◆ **AIM OF THE TASK**: Write out the data exactly as given, dropping every picture.

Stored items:
▼
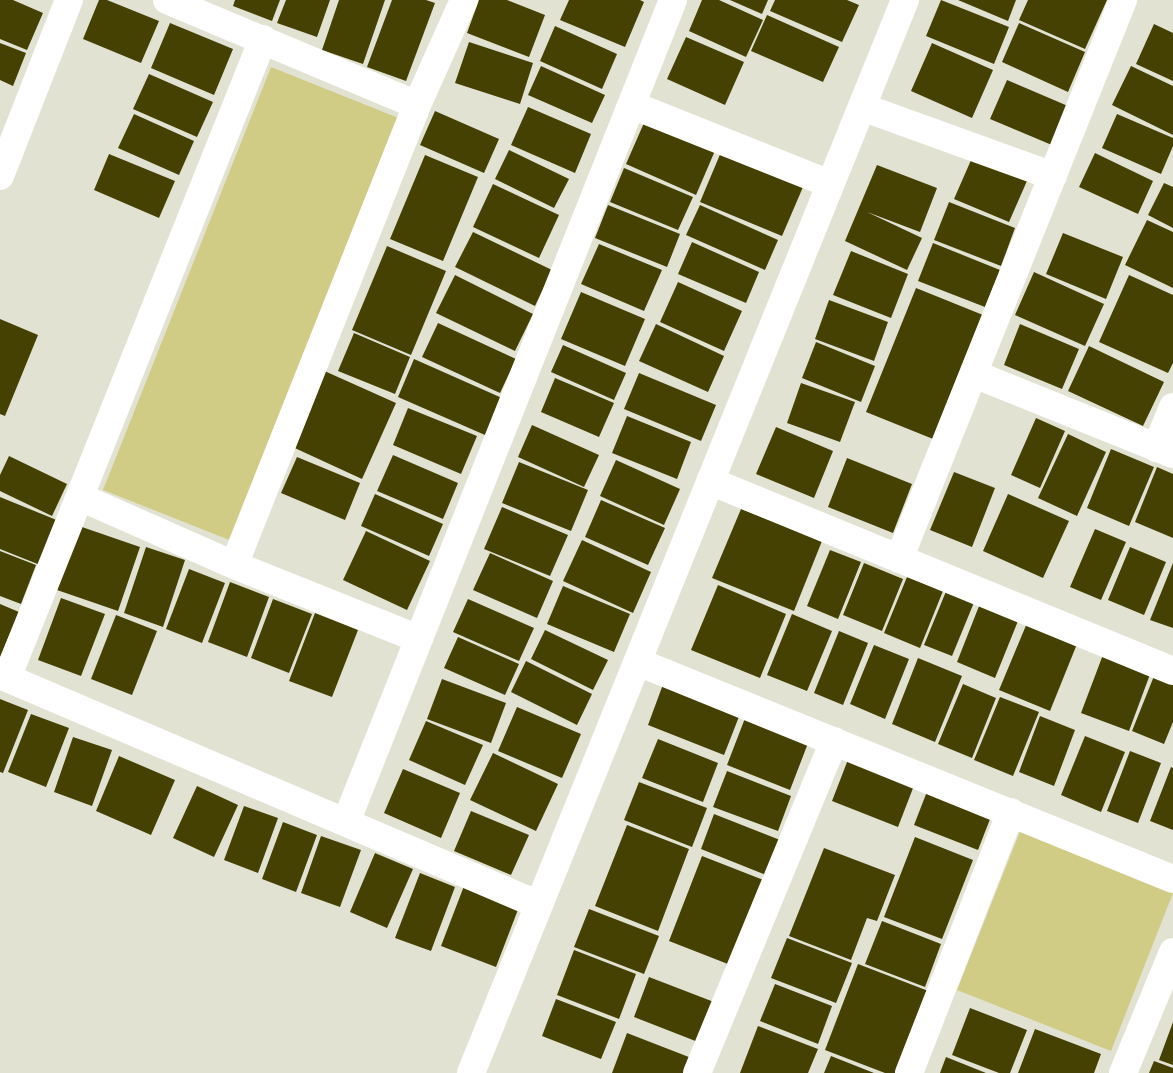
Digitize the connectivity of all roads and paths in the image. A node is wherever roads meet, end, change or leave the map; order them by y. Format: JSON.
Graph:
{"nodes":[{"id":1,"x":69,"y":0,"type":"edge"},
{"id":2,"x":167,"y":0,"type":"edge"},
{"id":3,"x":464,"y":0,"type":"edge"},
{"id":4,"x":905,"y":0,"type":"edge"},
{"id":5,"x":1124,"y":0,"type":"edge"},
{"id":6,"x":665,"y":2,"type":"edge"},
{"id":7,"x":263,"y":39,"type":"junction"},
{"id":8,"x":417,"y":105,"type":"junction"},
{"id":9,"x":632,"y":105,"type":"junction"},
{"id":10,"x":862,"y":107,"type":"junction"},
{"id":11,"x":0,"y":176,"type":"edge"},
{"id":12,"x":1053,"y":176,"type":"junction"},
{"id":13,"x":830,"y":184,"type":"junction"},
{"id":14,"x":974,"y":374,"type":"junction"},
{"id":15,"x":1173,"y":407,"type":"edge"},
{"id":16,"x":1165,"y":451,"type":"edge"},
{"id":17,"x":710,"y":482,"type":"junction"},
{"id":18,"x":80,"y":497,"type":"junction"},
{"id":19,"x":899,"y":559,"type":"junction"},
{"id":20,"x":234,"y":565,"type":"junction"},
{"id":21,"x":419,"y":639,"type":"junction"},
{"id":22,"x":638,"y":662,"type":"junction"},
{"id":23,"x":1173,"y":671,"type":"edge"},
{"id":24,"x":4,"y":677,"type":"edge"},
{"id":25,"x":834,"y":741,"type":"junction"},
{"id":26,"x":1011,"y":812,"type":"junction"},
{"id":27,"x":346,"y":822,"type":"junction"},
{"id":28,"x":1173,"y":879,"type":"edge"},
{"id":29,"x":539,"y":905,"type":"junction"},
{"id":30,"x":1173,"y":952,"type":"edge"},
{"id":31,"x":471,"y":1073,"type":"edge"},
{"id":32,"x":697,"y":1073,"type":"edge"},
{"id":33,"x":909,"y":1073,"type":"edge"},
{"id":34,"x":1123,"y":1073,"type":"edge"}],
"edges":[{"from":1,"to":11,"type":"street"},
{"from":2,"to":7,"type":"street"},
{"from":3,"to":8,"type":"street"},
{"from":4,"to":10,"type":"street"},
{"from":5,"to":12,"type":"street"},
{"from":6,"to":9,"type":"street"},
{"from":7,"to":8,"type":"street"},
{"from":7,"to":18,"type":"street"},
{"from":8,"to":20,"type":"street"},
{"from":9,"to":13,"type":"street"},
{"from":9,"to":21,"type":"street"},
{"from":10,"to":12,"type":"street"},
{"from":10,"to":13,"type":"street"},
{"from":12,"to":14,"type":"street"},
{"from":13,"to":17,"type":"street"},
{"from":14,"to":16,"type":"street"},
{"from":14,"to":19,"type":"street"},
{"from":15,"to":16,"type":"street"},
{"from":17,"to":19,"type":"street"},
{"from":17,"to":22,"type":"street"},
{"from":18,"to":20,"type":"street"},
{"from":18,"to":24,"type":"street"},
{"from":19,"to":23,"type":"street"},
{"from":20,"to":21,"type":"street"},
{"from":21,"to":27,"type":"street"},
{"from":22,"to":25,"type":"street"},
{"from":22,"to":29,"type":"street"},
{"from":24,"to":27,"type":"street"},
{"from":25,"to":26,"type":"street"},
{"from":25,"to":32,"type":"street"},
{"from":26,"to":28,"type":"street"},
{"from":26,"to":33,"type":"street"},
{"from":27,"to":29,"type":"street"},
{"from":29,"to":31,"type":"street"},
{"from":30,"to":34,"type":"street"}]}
▲
◆ **SOLVED PROBLEM**:
Digitize the connectivity of all roads and paths in the image. A node is wherever roads meet, end, change or leave the map; order them by y. Format: JSON.
Graph:
{"nodes":[{"id":1,"x":69,"y":0,"type":"edge"},
{"id":2,"x":167,"y":0,"type":"edge"},
{"id":3,"x":464,"y":0,"type":"edge"},
{"id":4,"x":905,"y":0,"type":"edge"},
{"id":5,"x":1124,"y":0,"type":"edge"},
{"id":6,"x":665,"y":2,"type":"edge"},
{"id":7,"x":263,"y":39,"type":"junction"},
{"id":8,"x":417,"y":105,"type":"junction"},
{"id":9,"x":632,"y":105,"type":"junction"},
{"id":10,"x":862,"y":107,"type":"junction"},
{"id":11,"x":0,"y":176,"type":"edge"},
{"id":12,"x":1053,"y":176,"type":"junction"},
{"id":13,"x":830,"y":184,"type":"junction"},
{"id":14,"x":974,"y":374,"type":"junction"},
{"id":15,"x":1173,"y":407,"type":"edge"},
{"id":16,"x":1165,"y":451,"type":"edge"},
{"id":17,"x":710,"y":482,"type":"junction"},
{"id":18,"x":80,"y":497,"type":"junction"},
{"id":19,"x":899,"y":559,"type":"junction"},
{"id":20,"x":234,"y":565,"type":"junction"},
{"id":21,"x":419,"y":639,"type":"junction"},
{"id":22,"x":638,"y":662,"type":"junction"},
{"id":23,"x":1173,"y":671,"type":"edge"},
{"id":24,"x":4,"y":677,"type":"edge"},
{"id":25,"x":834,"y":741,"type":"junction"},
{"id":26,"x":1011,"y":812,"type":"junction"},
{"id":27,"x":346,"y":822,"type":"junction"},
{"id":28,"x":1173,"y":879,"type":"edge"},
{"id":29,"x":539,"y":905,"type":"junction"},
{"id":30,"x":1173,"y":952,"type":"edge"},
{"id":31,"x":471,"y":1073,"type":"edge"},
{"id":32,"x":697,"y":1073,"type":"edge"},
{"id":33,"x":909,"y":1073,"type":"edge"},
{"id":34,"x":1123,"y":1073,"type":"edge"}],
"edges":[{"from":1,"to":11,"type":"street"},
{"from":2,"to":7,"type":"street"},
{"from":3,"to":8,"type":"street"},
{"from":4,"to":10,"type":"street"},
{"from":5,"to":12,"type":"street"},
{"from":6,"to":9,"type":"street"},
{"from":7,"to":8,"type":"street"},
{"from":7,"to":18,"type":"street"},
{"from":8,"to":20,"type":"street"},
{"from":9,"to":13,"type":"street"},
{"from":9,"to":21,"type":"street"},
{"from":10,"to":12,"type":"street"},
{"from":10,"to":13,"type":"street"},
{"from":12,"to":14,"type":"street"},
{"from":13,"to":17,"type":"street"},
{"from":14,"to":16,"type":"street"},
{"from":14,"to":19,"type":"street"},
{"from":15,"to":16,"type":"street"},
{"from":17,"to":19,"type":"street"},
{"from":17,"to":22,"type":"street"},
{"from":18,"to":20,"type":"street"},
{"from":18,"to":24,"type":"street"},
{"from":19,"to":23,"type":"street"},
{"from":20,"to":21,"type":"street"},
{"from":21,"to":27,"type":"street"},
{"from":22,"to":25,"type":"street"},
{"from":22,"to":29,"type":"street"},
{"from":24,"to":27,"type":"street"},
{"from":25,"to":26,"type":"street"},
{"from":25,"to":32,"type":"street"},
{"from":26,"to":28,"type":"street"},
{"from":26,"to":33,"type":"street"},
{"from":27,"to":29,"type":"street"},
{"from":29,"to":31,"type":"street"},
{"from":30,"to":34,"type":"street"}]}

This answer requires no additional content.